Later, as Bruno and Rose walked toward their truck, Zeno took up his usual position on Rose’s left, timing his stride to hers with all his power and grace.
At the door, Rose lifted a finger and Zeno sat and looked up at her. Of course, he was ready for her to open the back door and let him jump in. But instead, Rose knelt and threw her arms around the dog, laid her head against his. She looked past him at me, tears streaking her face. Then she stood, turned her right palm to face the ground, and Zeno lay down. Bruno opened the door and his wife swung into the cab, drawing her heavy rubber boots in last. Zeno issued a gigantic sigh with a sorrowful yelp tucked inside it. Bruno pet him once on the head and walked to the driver’s side of the truck. He climbed in and Rose’s window went down.
“Call him to come and tell him to sit,” she said to Lindsey. “Firmly.”
Lindsey held her sheet of commands out and ready in one hand, shading her eyes with the other. “Vieni,” she ordered. Zeno swung his massive head to regard Lindsey, then turned back to his true master. Didn’t budge.
“Vieni!” called Lindsey, with more force.
Zeno came.
“Siediti.”
Zeno sat before her but still looked at Rose.
I saw the dog in profile, his slightly upturned muzzle, which Bruno had told me lay at a breed-perfect one-hundred-and-five-degree angle from the upright plane of his forehead. Moreover, I saw his eye, the beautiful pale gray eye that matched the brindles of his coat. And in that eye? It’s easy to humanize a dog, but they have strong emotions and no interest in hiding them. In this case: heartache and resolve.
“Bravo regazzo,” said Lindsey, gently. “Good boy.”
He sat very still and never took his eyes off Rose as she rolled up the window and Bruno backed up the truck and drove away.
18
Late that blustery afternoon, I sat in my truck across the street and a few doors down from Hector Padilla’s home. I had a hunch and time to bet on it.

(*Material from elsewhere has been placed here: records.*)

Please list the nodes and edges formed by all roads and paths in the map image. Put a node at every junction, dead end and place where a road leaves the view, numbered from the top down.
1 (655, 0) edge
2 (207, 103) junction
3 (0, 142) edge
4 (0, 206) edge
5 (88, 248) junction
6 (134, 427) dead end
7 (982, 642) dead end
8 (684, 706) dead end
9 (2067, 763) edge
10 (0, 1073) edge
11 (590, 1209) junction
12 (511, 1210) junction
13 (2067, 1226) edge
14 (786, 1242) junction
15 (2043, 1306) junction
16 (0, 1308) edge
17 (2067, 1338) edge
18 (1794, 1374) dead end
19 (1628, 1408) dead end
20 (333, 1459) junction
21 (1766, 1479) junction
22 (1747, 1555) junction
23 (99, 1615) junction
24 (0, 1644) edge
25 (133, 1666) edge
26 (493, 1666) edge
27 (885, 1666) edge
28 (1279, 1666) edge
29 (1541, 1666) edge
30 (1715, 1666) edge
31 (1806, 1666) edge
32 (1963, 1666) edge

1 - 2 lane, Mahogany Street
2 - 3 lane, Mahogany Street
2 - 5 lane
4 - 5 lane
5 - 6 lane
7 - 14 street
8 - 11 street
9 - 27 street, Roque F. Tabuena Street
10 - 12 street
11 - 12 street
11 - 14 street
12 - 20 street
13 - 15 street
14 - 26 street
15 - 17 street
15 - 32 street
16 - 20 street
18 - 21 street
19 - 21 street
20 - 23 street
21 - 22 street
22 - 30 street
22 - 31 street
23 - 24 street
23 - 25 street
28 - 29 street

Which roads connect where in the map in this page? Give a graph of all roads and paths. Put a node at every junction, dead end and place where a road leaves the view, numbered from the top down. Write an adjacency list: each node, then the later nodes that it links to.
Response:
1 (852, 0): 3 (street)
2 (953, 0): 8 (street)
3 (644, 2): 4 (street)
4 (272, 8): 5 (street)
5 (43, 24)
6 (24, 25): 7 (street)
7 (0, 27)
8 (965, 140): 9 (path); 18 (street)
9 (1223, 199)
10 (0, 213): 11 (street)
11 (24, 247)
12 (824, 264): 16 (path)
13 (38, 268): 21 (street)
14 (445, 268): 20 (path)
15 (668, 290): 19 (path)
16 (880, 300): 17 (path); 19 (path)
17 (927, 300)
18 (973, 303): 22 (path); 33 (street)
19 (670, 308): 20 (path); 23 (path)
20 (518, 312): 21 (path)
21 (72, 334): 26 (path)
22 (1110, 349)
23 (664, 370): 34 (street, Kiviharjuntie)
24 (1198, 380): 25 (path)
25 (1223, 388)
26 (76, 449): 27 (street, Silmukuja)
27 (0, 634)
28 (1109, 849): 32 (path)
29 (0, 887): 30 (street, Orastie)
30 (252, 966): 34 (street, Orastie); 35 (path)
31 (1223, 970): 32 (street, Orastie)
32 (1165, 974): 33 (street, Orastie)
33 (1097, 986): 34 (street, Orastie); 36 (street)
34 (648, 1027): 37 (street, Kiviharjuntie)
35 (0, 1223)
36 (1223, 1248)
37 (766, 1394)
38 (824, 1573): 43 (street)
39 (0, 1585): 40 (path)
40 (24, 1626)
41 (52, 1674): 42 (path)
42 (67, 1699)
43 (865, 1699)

It was Friday and this El Cajon hood had a bustling, home-from-work feel. Christmas lights were up and some already turned on. A minivan pulled into the driveway next door to Hector’s. The garage door went up. A woman unleashed two young children, who spilled past her through the sliding door. All three gathered at the rear of the vehicle. The lift gate opened and they wrestled out a tightly wrapped noble fir, which they lugged into the garage. The girl had on pink rubber boots and a pink fur-lined coat, and the boy wore floppy black board shoes and a silver quilted parka. I pay attention to children because Justine did. We wanted one. For starters. We had happily set ourselves to the task of creating one, just hours before she took off in Hall Pass that final day.
My slick, fold-out invitation to opening night of the “Treasures of Araby” exhibition and sale — a gift from Padilla to Imam Hadi Yousef, then from Yousef to me — lay on the passenger seat.
The opening-night party, to which the bearer of this invitation was welcome, was set to begin in two hours, at six p.m. in Solana Beach.
I took my time reading the invite copy and looking at the pictures again. I braced it on the steering wheel so I could read and still see activity at Hector’s house. The booklet opened into four panels on each side, for a total of eight pages. Two panels were dedicated to each of four exhibits:
The pictured carpets for “Of Carpets & Magic” made me think of the collection of Persian rugs that had come with the house I live in. The carpets had been collected over the years by the various Timmerman family occupants of Rancho de los Robles, many of whom took their carpets seriously. Some of the invitation pictures looked very much like the rugs I unmagically traipsed over daily.
The pictured tiles were intricate and beautiful, most of them Arabesque variations of flowers, plants, and animals. The elegant calligraphic script reminded me of Caliphornia’s handwritten correspondence.